Exelon has completely stopped work towards a new nuclear power plant in Victoria County, Texas, having gradually reduced its ambitions for the site over recent years.

Representing a new large reactor at an entirely new plant site, Exelon's Victoria project was one of the more exciting US new build proposals in 2008 when the company applied for a combined construction and operating licence (COL) from the Nuclear Regulatory Commission (NRC). Two years later, however, and the plummeting price of gas in the US had caused Exelon to reduce the scope of its application to an Early Site Permit (ESP) only.

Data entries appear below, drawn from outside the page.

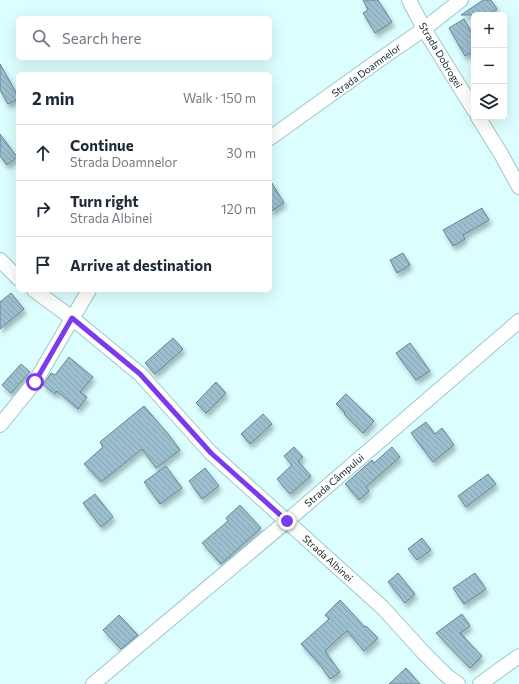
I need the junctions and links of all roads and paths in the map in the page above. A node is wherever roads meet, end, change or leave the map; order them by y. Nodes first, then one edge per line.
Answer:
1 (409, 0) edge
2 (461, 0) edge
3 (424, 29) junction
4 (471, 105) edge
5 (480, 120) edge
6 (272, 137) edge
7 (519, 187) edge
8 (0, 260) edge
9 (16, 276) edge
10 (37, 292) edge
11 (88, 292) edge
12 (72, 318) junction
13 (519, 322) edge
14 (0, 425) edge
15 (287, 521) junction
16 (519, 656) edge
17 (93, 684) edge
18 (458, 684) edge
19 (480, 684) edge

1 - 3 street, Strada Dobrogei
2 - 3 street, Strada Doamnelor
3 - 4 street, Strada Dobrogei
3 - 6 street, Strada Doamnelor
5 - 7 street
8 - 9 street
10 - 12 street, Strada Albinei
11 - 12 street
12 - 14 street
12 - 15 street, Strada Albinei
13 - 15 street, Strada Câmpului
15 - 17 street, Strada Câmpului
15 - 18 street, Strada Albinei
16 - 19 street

Achieving an ESP means securing NRC approval for Victoria as a site generically suitable for a large nuclear power unit. Valid for 20 years, the ESP would have given Exelon a window of opportunity to supplement it with plans for a reactor already certified by the NRC as the basis for a COL that would lead to a new power plant.

Now, Exelon has withdrawn its ESP application, bringing "an end to all project activity." The company said, "The action is in response to low natural gas prices and economic and market conditions that have made construction of new merchant nuclear power plants in competitive markets uneconomical now and for the foreseeable future."

US gas prices and projections 2010-2035 (EIA) 460x238
Historic prices and future scenarios for the US gas market
(Image: Energy Information Administration)

 
In 2007, when Exelon was pursuing nuclear build at Victoria, the wholesale price of gas was at a high of about $10 per million Btu. Now the Energy Information Administration predicts prices below $8 per million Btu until 2035, despite its "considerable uncertainty regarding the size of the economically recoverable shale gas reserves." Accordingly, many nuclear projects from the mid-2000s push are moving slowly through licensing. Some will be realised: pairs of AP1000 units are well under way at Vogtle and Summer, while a unit is being completed at Watts Bar - all of these on a non-merchant utility basis.

Exelon recently merged with Constellation Energy and now boasts generating capacity of some 35,000 MWe. Some 19,000 MWe of this comes from 22 nuclear reactors, making Exelon's one of the lowest carbon generation fleets in the world.